The 15-nation survey, released four days before a high-stakes climate summit opens in Copenhagen, found widespread worries that global warming will eventually harm people, although also some cynicism about the science.

Eighty-eight percent of people surveyed said their country should take action against climate change, with the figure soaring to nearly 100 percent in growing Asian economies China, Vietnam and Bangladesh, the poll said.

The United States, the sole industrial power to shun the current Kyoto Protocol requiring cuts in carbon emissions, saw 82 percent approving of action in the future, it said.

"There was an extraordinary level of support across high-, middle- and low-income countries for responding to an agreement at Copenhagen by committing to emissions cuts," the survey said.

The only country where support for climate action slipped below 80 percent was Russia, where 58 percent said their country should take steps against climate change.

Russians were also the most skeptical about science on climate change, with only 23 percent saying scientists have found out enough to make the problem urgent.

Overall, 51 percent around the world believed climate change was scientifically proven to be urgent. The figure was a surprisingly low 33 percent in Indonesia, host of the Bali climate conference in 2007, and also was below average in the United States (38 percent) and Japan (43 percent).
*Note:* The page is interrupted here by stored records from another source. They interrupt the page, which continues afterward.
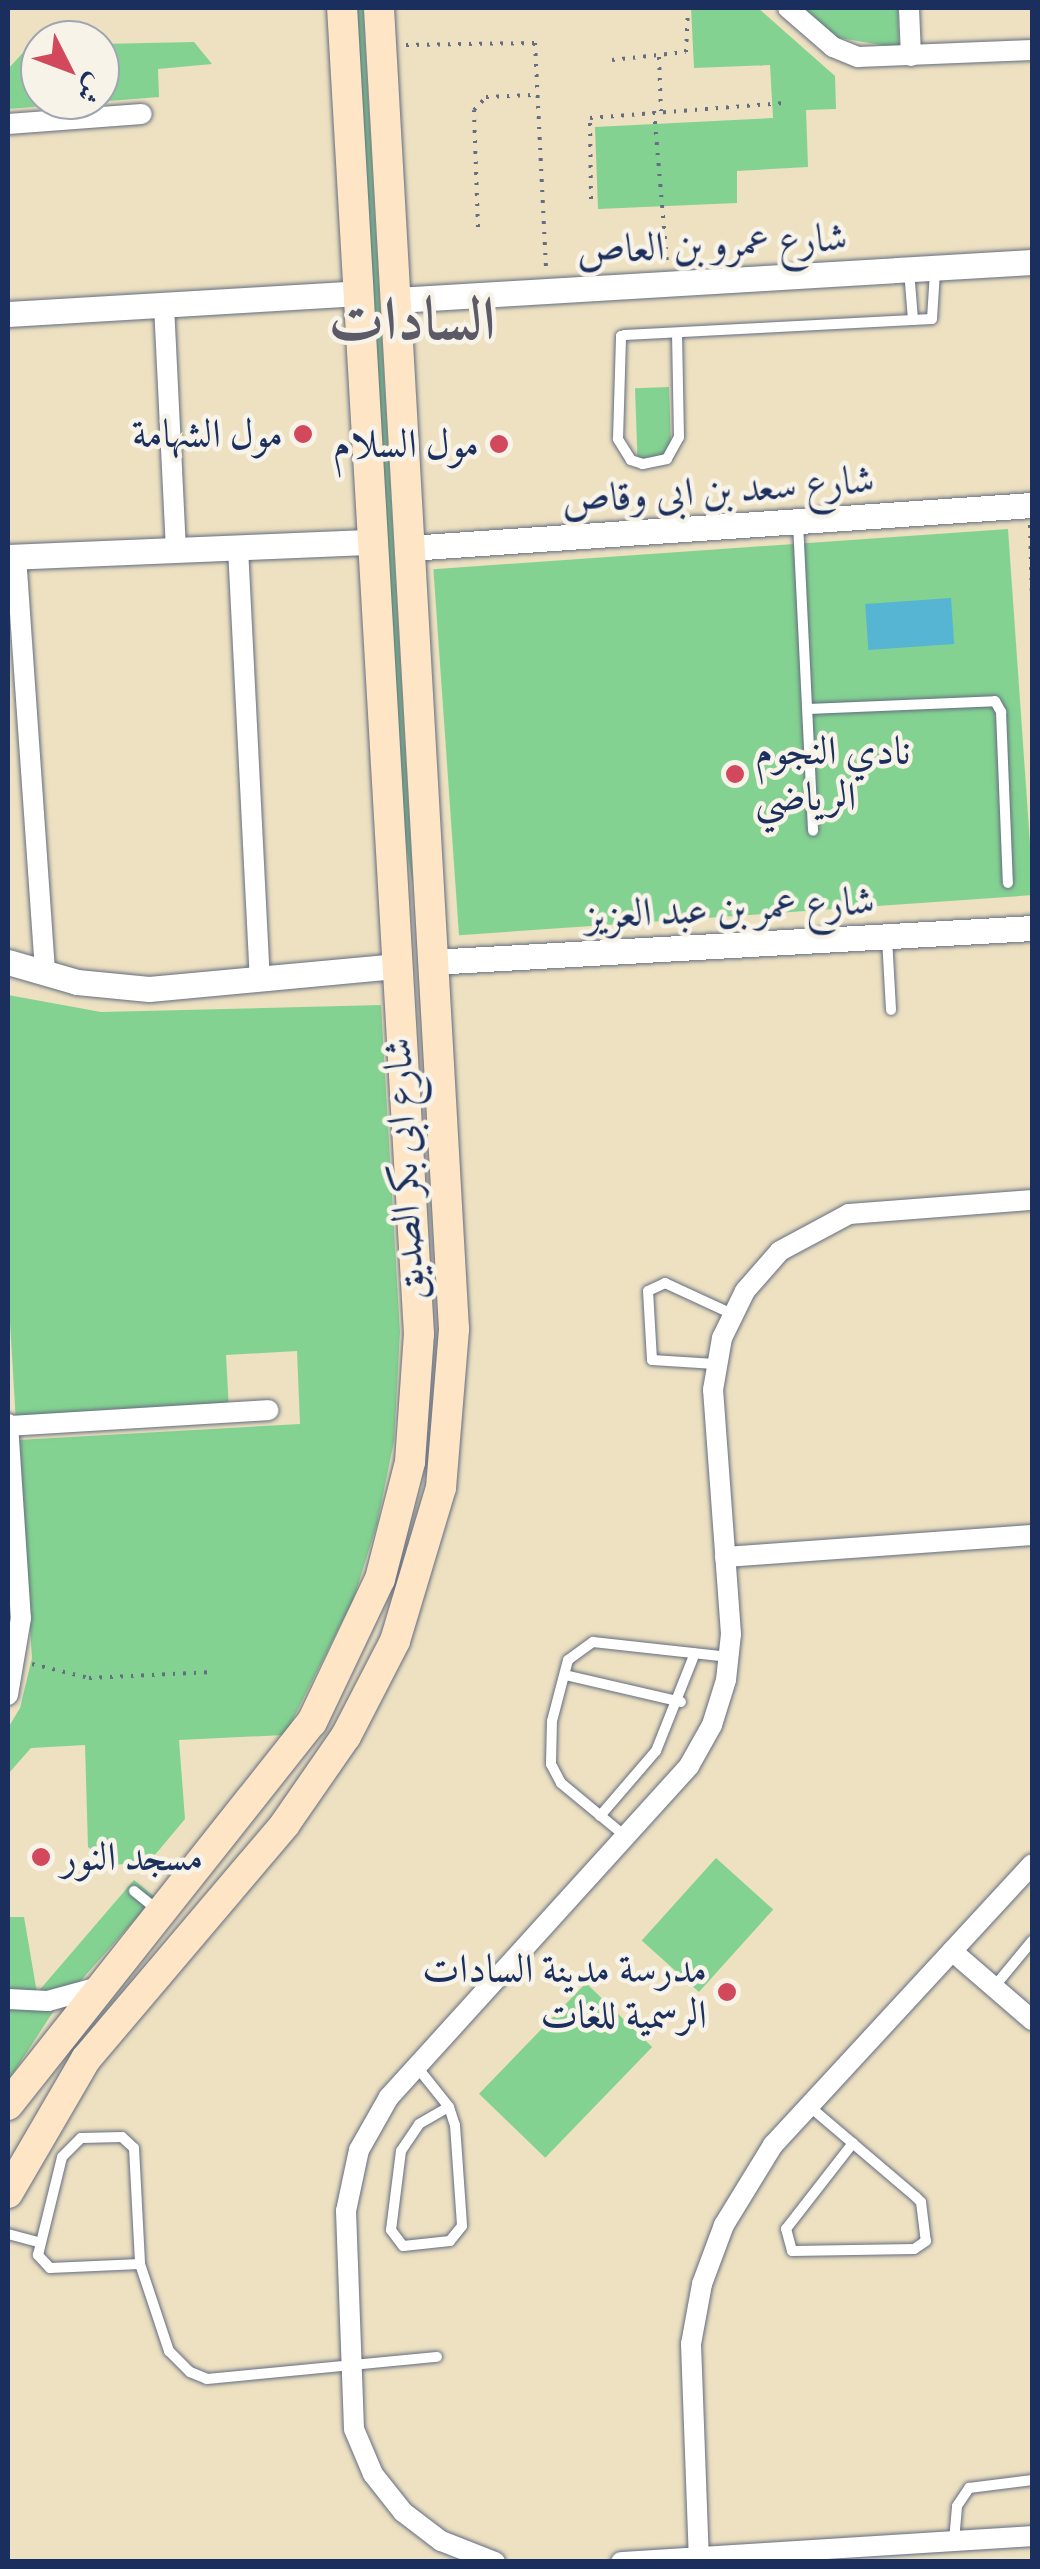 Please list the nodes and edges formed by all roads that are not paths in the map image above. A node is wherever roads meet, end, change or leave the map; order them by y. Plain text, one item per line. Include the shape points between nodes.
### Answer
1 (342, 8) edge
2 (380, 8) edge
3 (788, 8) edge
4 (908, 8) edge
5 (1032, 50) edge
6 (911, 56) junction
7 (142, 114) dead end
8 (8, 124) edge
9 (1032, 262) edge
10 (922, 269) junction
11 (359, 293) junction
12 (396, 300) junction
13 (164, 305) junction
14 (8, 314) edge
15 (913, 320) junction
16 (677, 332) junction
17 (1031, 505) edge
18 (798, 522) junction
19 (374, 542) junction
20 (238, 548) junction
21 (409, 548) junction
22 (176, 550) junction
23 (12, 556) edge
24 (808, 710) junction
25 (424, 812) junction
26 (389, 816) junction
27 (812, 832) dead end
28 (1008, 883) dead end
29 (1032, 928) edge
30 (886, 936) junction
31 (8, 962) edge
32 (432, 962) junction
33 (398, 966) junction
34 (45, 974) junction
35 (260, 980) junction
36 (891, 1010) dead end
37 (1032, 1200) edge
38 (732, 1314) junction
39 (715, 1364) junction
40 (419, 1378) junction
41 (454, 1382) junction
42 (269, 1410) dead end
43 (8, 1425) edge
44 (1032, 1535) edge
45 (725, 1558) junction
46 (695, 1653) junction
47 (730, 1657) junction
48 (564, 1675) junction
49 (8, 1696) edge
50 (680, 1702) junction
51 (254, 1800) junction
52 (600, 1816) junction
53 (285, 1824) junction
54 (625, 1836) junction
55 (1032, 1864) edge
56 (134, 1891) dead end
57 (160, 1912) junction
58 (1032, 1941) edge
59 (952, 1950) junction
60 (98, 1987) junction
61 (994, 1987) junction
62 (8, 1999) edge
63 (1032, 2020) edge
64 (417, 2067) junction
65 (8, 2105) edge
66 (808, 2105) junction
67 (449, 2107) junction
68 (852, 2143) junction
69 (8, 2193) edge
70 (8, 2234) edge
71 (38, 2242) junction
72 (140, 2264) junction
73 (437, 2357) dead end
74 (348, 2367) junction
75 (1032, 2480) edge
76 (1032, 2536) edge
77 (954, 2541) junction
78 (699, 2559) edge
79 (495, 2562) edge
80 (620, 2562) edge

1 - 11 main road, شارع ابى بكر الصديق
2 - 12 main road, شارع ابى بكر الصديق
3 - 6 street via 844,53
4 - 6 street
5 - 6 street
7 - 8 street
9 - 10 street, شارع عمرو بن العاص
10 - 12 street, شارع عمرو بن العاص
10 - 15 lane
10 - 15 lane via 936,312
11 - 13 street
11 - 19 main road, شارع ابى بكر الصديق
12 - 21 main road, شارع ابى بكر الصديق
13 - 14 street
13 - 22 street
15 - 16 lane
16 - 16 lane via 679,438 667,458 643,464 631,460 618,440 615,344 625,335
17 - 18 street, شارع سعد بن ابى وقاص
18 - 21 street, شارع سعد بن ابى وقاص
18 - 24 lane
19 - 20 street
19 - 26 main road, شارع ابى بكر الصديق
20 - 22 street
20 - 35 street
21 - 25 main road, شارع ابى بكر الصديق
22 - 23 street
23 - 34 street
24 - 27 lane
24 - 28 lane via 996,702
25 - 26 main road
25 - 32 main road, شارع ابى بكر الصديق
26 - 33 main road, شارع ابى بكر الصديق
29 - 30 street, شارع عمر بن عبد العزيز
30 - 32 street, شارع عمر بن عبد العزيز
30 - 36 lane
31 - 34 street
32 - 41 main road, شارع ابى بكر الصديق
33 - 35 street
33 - 40 main road, شارع ابى بكر الصديق
34 - 35 street via 149,988
37 - 38 street via 836,1218 780,1252
38 - 39 street
38 - 39 lane via 665,1283 648,1291 646,1352 652,1360
39 - 45 street
40 - 41 main road
40 - 51 main road, شارع ابى بكر الصديق via 406,1488 380,1580 312,1722
41 - 53 main road, شارع ابى بكر الصديق via 441,1488 408,1608 346,1736
42 - 43 street
43 - 49 street via 18,1658
44 - 45 street
45 - 47 street
46 - 47 lane
46 - 48 lane via 593,1642 574,1652
46 - 50 lane
47 - 54 street via 721,1703 702,1746
48 - 50 lane
48 - 52 lane via 552,1721 551,1764 561,1783
50 - 52 lane via 656,1751
51 - 53 main road
51 - 57 main road, شارع ابى بكر الصديق
52 - 54 lane
53 - 69 main road, شارع ابى بكر الصديق via 86,2060
54 - 64 street
55 - 59 street
56 - 57 lane
57 - 60 main road, شارع ابى بكر الصديق
58 - 61 lane
59 - 61 street
59 - 66 street
60 - 62 street via 48,2000
60 - 65 main road, شارع ابى بكر الصديق
61 - 63 street
64 - 67 lane
64 - 74 street via 376,2114 352,2170 346,2211
66 - 68 lane
66 - 78 street via 738,2197 702,2284 689,2374
67 - 67 lane via 460,2232 450,2241 403,2246 391,2230 401,2150 420,2124
68 - 68 lane via 921,2202 926,2240 914,2250 792,2251 786,2229
70 - 71 lane
71 - 72 lane via 38,2255 50,2268
71 - 72 lane via 67,2149 91,2135 122,2138 135,2154
72 - 74 lane via 169,2351 190,2372 207,2379
73 - 74 lane
74 - 79 street via 354,2429 387,2494 441,2540
75 - 77 lane via 969,2488 958,2506
76 - 77 street
77 - 78 street
78 - 80 street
In India, 48 percent saw a scientific consensus on climate change and an unusually large 26 percent said they did not know or did not respond.

The survey also found disparities in perceptions of who would be most affected. Most nations believed strongly that poor countries would suffer disproportionately from climate change or that the entire world would be affected, but in Iran, 37 percent said rich countries would be worse hit.

The World Bank commissioned the survey from WorldPublicOpinion.org, a global project run at the University of Maryland.

It polled 13,518 people in person, by telephone or via Internet in Bangladesh, China, Egypt, France, India, Indonesia, Iran, Japan, Kenya, Mexico, Russia, Senegal, Turkey, the United States and Vietnam. The margin of error ranged from three to four percentage points.